* _TASK DETAILS_:
Check every line below for the string "Grand", and copy the lines that contain it.

* _PROVIDED RECORDS_:
* * * *

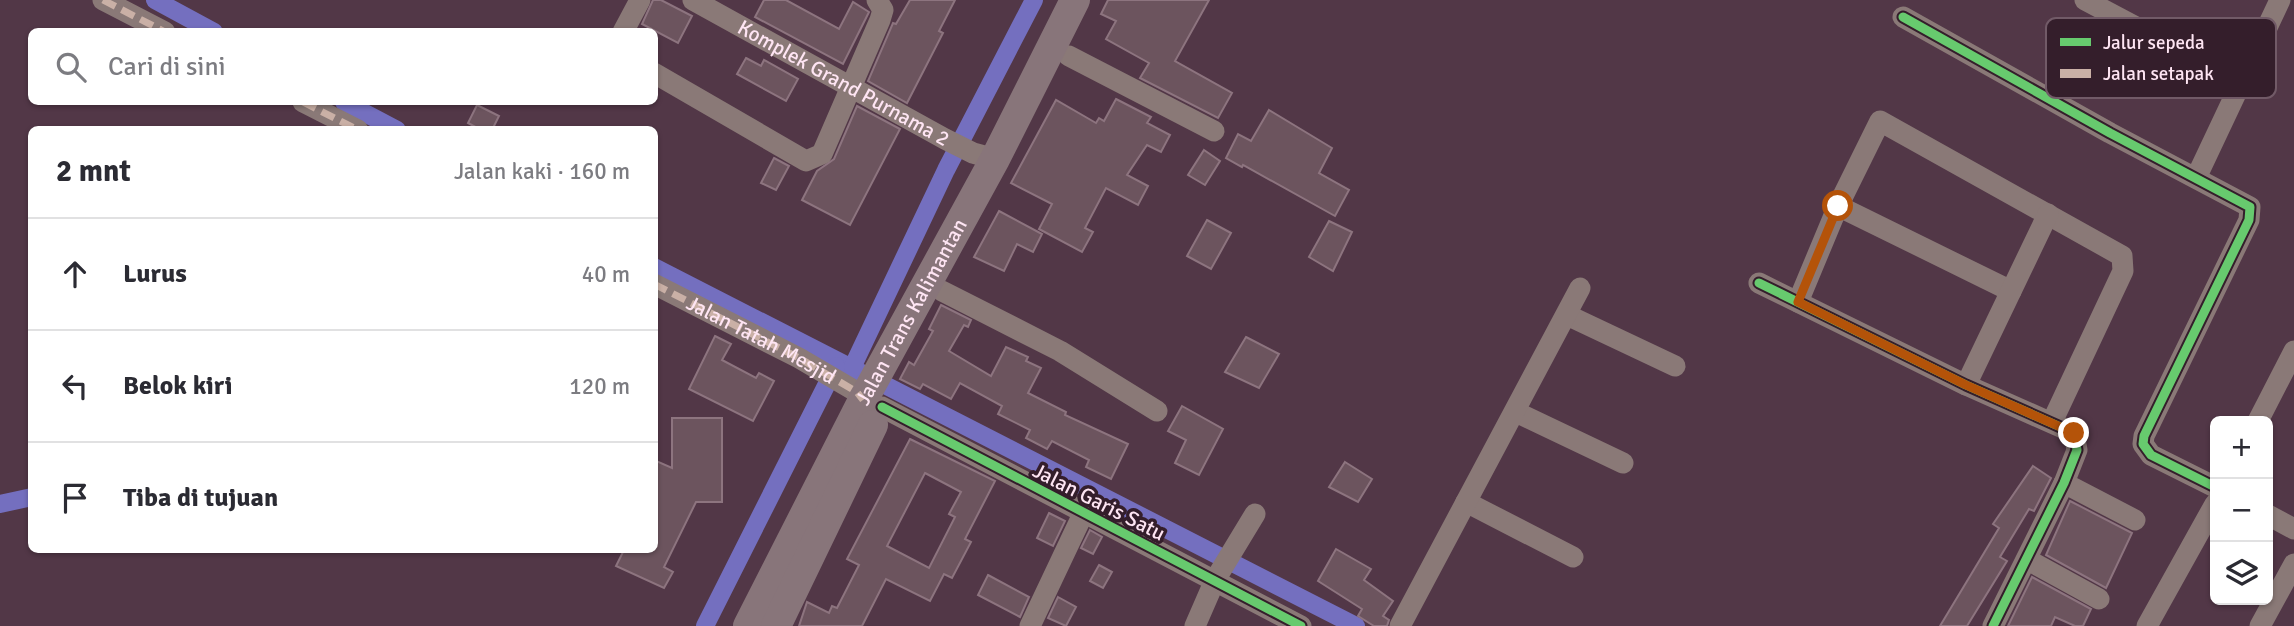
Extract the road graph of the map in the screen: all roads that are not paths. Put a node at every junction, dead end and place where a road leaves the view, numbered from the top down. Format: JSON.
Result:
{"nodes":[{"id":1,"x":103,"y":0,"type":"edge"},
{"id":2,"x":640,"y":0,"type":"edge"},
{"id":3,"x":693,"y":0,"type":"edge"},
{"id":4,"x":877,"y":0,"type":"edge"},
{"id":5,"x":1075,"y":0,"type":"edge"},
{"id":6,"x":1097,"y":0,"type":"edge"},
{"id":7,"x":2085,"y":0,"type":"edge"},
{"id":8,"x":2280,"y":0,"type":"edge"},
{"id":9,"x":1903,"y":17,"type":"dead end"},
{"id":10,"x":2119,"y":18,"type":"edge"},
{"id":11,"x":2271,"y":18,"type":"edge"},
{"id":12,"x":157,"y":28,"type":"edge"},
{"id":13,"x":625,"y":28,"type":"edge"},
{"id":14,"x":1069,"y":56,"type":"junction"},
{"id":15,"x":658,"y":76,"type":"edge"},
{"id":16,"x":851,"y":89,"type":"junction"},
{"id":17,"x":2046,"y":96,"type":"edge"},
{"id":18,"x":2050,"y":98,"type":"edge"},
{"id":19,"x":2233,"y":98,"type":"edge"},
{"id":20,"x":309,"y":105,"type":"edge"},
{"id":21,"x":350,"y":126,"type":"edge"},
{"id":22,"x":1214,"y":131,"type":"dead end"},
{"id":23,"x":984,"y":156,"type":"junction"},
{"id":24,"x":2196,"y":178,"type":"junction"},
{"id":25,"x":1838,"y":206,"type":"junction"},
{"id":26,"x":2048,"y":214,"type":"junction"},
{"id":27,"x":1759,"y":283,"type":"dead end"},
{"id":28,"x":658,"y":286,"type":"edge"},
{"id":29,"x":1580,"y":288,"type":"dead end"},
{"id":30,"x":2011,"y":290,"type":"junction"},
{"id":31,"x":942,"y":291,"type":"junction"},
{"id":32,"x":1798,"y":302,"type":"junction"},
{"id":33,"x":1567,"y":315,"type":"junction"},
{"id":34,"x":2294,"y":351,"type":"edge"},
{"id":35,"x":899,"y":354,"type":"junction"},
{"id":36,"x":1675,"y":366,"type":"dead end"},
{"id":37,"x":1966,"y":385,"type":"junction"},
{"id":38,"x":866,"y":399,"type":"junction"},
{"id":39,"x":1157,"y":411,"type":"dead end"},
{"id":40,"x":1516,"y":412,"type":"junction"},
{"id":41,"x":2261,"y":416,"type":"edge"},
{"id":42,"x":2052,"y":422,"type":"junction"},
{"id":43,"x":1623,"y":463,"type":"dead end"},
{"id":44,"x":2064,"y":483,"type":"junction"},
{"id":45,"x":2210,"y":484,"type":"edge"},
{"id":46,"x":1466,"y":502,"type":"junction"},
{"id":47,"x":2210,"y":513,"type":"edge"},
{"id":48,"x":1083,"y":514,"type":"junction"},
{"id":49,"x":1255,"y":514,"type":"dead end"},
{"id":50,"x":2273,"y":518,"type":"edge"},
{"id":51,"x":2135,"y":520,"type":"dead end"},
{"id":52,"x":2294,"y":529,"type":"edge"},
{"id":53,"x":1573,"y":557,"type":"dead end"},
{"id":54,"x":2028,"y":560,"type":"junction"},
{"id":55,"x":2294,"y":564,"type":"edge"},
{"id":56,"x":1224,"y":566,"type":"junction"},
{"id":57,"x":2099,"y":599,"type":"dead end"},
{"id":58,"x":1404,"y":624,"type":"edge"},
{"id":59,"x":748,"y":626,"type":"edge"},
{"id":60,"x":776,"y":626,"type":"edge"},
{"id":61,"x":1030,"y":626,"type":"edge"},
{"id":62,"x":1195,"y":626,"type":"edge"},
{"id":63,"x":1300,"y":626,"type":"edge"},
{"id":64,"x":1993,"y":626,"type":"edge"},
{"id":65,"x":2147,"y":626,"type":"edge"},
{"id":66,"x":2260,"y":626,"type":"edge"}],
"edges":[{"from":1,"to":12,"type":"street"},
{"from":2,"to":13,"type":"street"},
{"from":3,"to":16,"type":"street","name":"Komplek Grand Purnama 2"},
{"from":4,"to":16,"type":"street"},
{"from":5,"to":23,"type":"highway","name":"Jalan Trans Kalimantan"},
{"from":6,"to":14,"type":"highway","name":"Jalan Trans Kalimantan"},
{"from":7,"to":10,"type":"street"},
{"from":8,"to":11,"type":"street"},
{"from":9,"to":17,"type":"street"},
{"from":14,"to":22,"type":"street"},
{"from":14,"to":31,"type":"highway","name":"Jalan Trans Kalimantan"},
{"from":15,"to":16,"type":"street"},
{"from":16,"to":23,"type":"street","name":"Komplek Grand Purnama 2"},
{"from":18,"to":24,"type":"street"},
{"from":19,"to":24,"type":"street"},
{"from":20,"to":21,"type":"street"},
{"from":23,"to":35,"type":"highway","name":"Jalan Trans Kalimantan"},
{"from":24,"to":45,"type":"street"},
{"from":25,"to":26,"type":"street"},
{"from":25,"to":30,"type":"street"},
{"from":25,"to":32,"type":"street"},
{"from":26,"to":30,"type":"street"},
{"from":26,"to":42,"type":"street"},
{"from":27,"to":32,"type":"street"},
{"from":28,"to":38,"type":"street","name":"Jalan Tatah Mesjid"},
{"from":29,"to":33,"type":"street"},
{"from":30,"to":37,"type":"street"},
{"from":31,"to":35,"type":"highway","name":"Jalan Trans Kalimantan"},
{"from":31,"to":39,"type":"street"},
{"from":32,"to":37,"type":"street"},
{"from":33,"to":36,"type":"street"},
{"from":33,"to":40,"type":"street"},
{"from":34,"to":41,"type":"street"},
{"from":35,"to":38,"type":"highway","name":"Jalan Trans Kalimantan"},
{"from":37,"to":42,"type":"street"},
{"from":38,"to":48,"type":"street","name":"Jalan Garis Satu"},
{"from":38,"to":59,"type":"highway","name":"Jalan Trans Kalimantan"},
{"from":38,"to":60,"type":"highway","name":"Jalan Trans Kalimantan"},
{"from":40,"to":43,"type":"street"},
{"from":40,"to":46,"type":"street"},
{"from":42,"to":44,"type":"street"},
{"from":44,"to":51,"type":"street"},
{"from":44,"to":54,"type":"street"},
{"from":46,"to":53,"type":"street"},
{"from":46,"to":58,"type":"street"},
{"from":47,"to":65,"type":"street"},
{"from":48,"to":56,"type":"street","name":"Jalan Garis Satu"},
{"from":48,"to":61,"type":"street"},
{"from":49,"to":56,"type":"street"},
{"from":50,"to":52,"type":"street"},
{"from":54,"to":57,"type":"street"},
{"from":54,"to":64,"type":"street"},
{"from":55,"to":66,"type":"street"},
{"from":56,"to":62,"type":"street"},
{"from":56,"to":63,"type":"street","name":"Jalan Garis Satu"}]}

* * * *

* _ANSWER FOR THE TASK_:
{"from":3,"to":16,"type":"street","name":"Komplek Grand Purnama 2"},
{"from":16,"to":23,"type":"street","name":"Komplek Grand Purnama 2"},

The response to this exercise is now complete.